On January 29, 2024, Carasiti re-signed with the Rockies on a minor league contract. In 20 games for Albuquerque, he had a 5.91 ERA with 26 strikeouts and 6 saves across 21 1/3 innings. On May 24, the Rockies selected Carasiti's contract, adding him to their active roster. In 7 games for Colorado, he struggled to a 10.38 ERA with 7 strikeouts across 8 2/3 innings pitched. On June 8, Carasiti was designated for assignment by the Rockies. He elected free agency after clearing waivers on June 10.

===Atlanta Braves===
On June 14, 2024, Carasiti signed a minor league contract with the Atlanta Braves. In 11 appearances for the Triple-A Gwinnett Stripers, he compiled a 3.46 ERA with 19 strikeouts across 13 innings pitched.

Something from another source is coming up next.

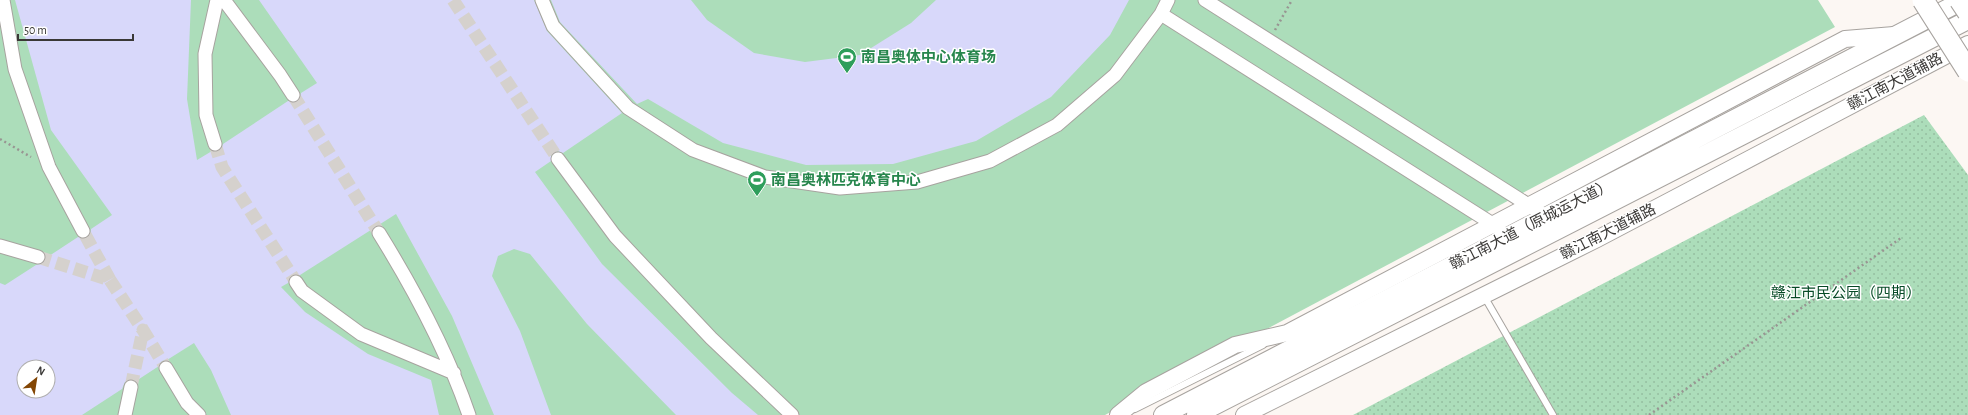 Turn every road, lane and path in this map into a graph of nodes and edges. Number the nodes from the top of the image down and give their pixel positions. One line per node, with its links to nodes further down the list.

Carasiti was released by the Braves organization on August 1.

==Coaching career==
===Seattle Mariners organization===
On January 15, 2025, the Seattle Mariners hired Carasiti to serve as the pitching coach for their High-A affiliate, the Everett AquaSox.

===New York Mets organization===
On January 22, 2026, Carasiti was announced as the pitching coach for the Binghamton Rumble Ponies, the Double-A affiliate of the New York Mets.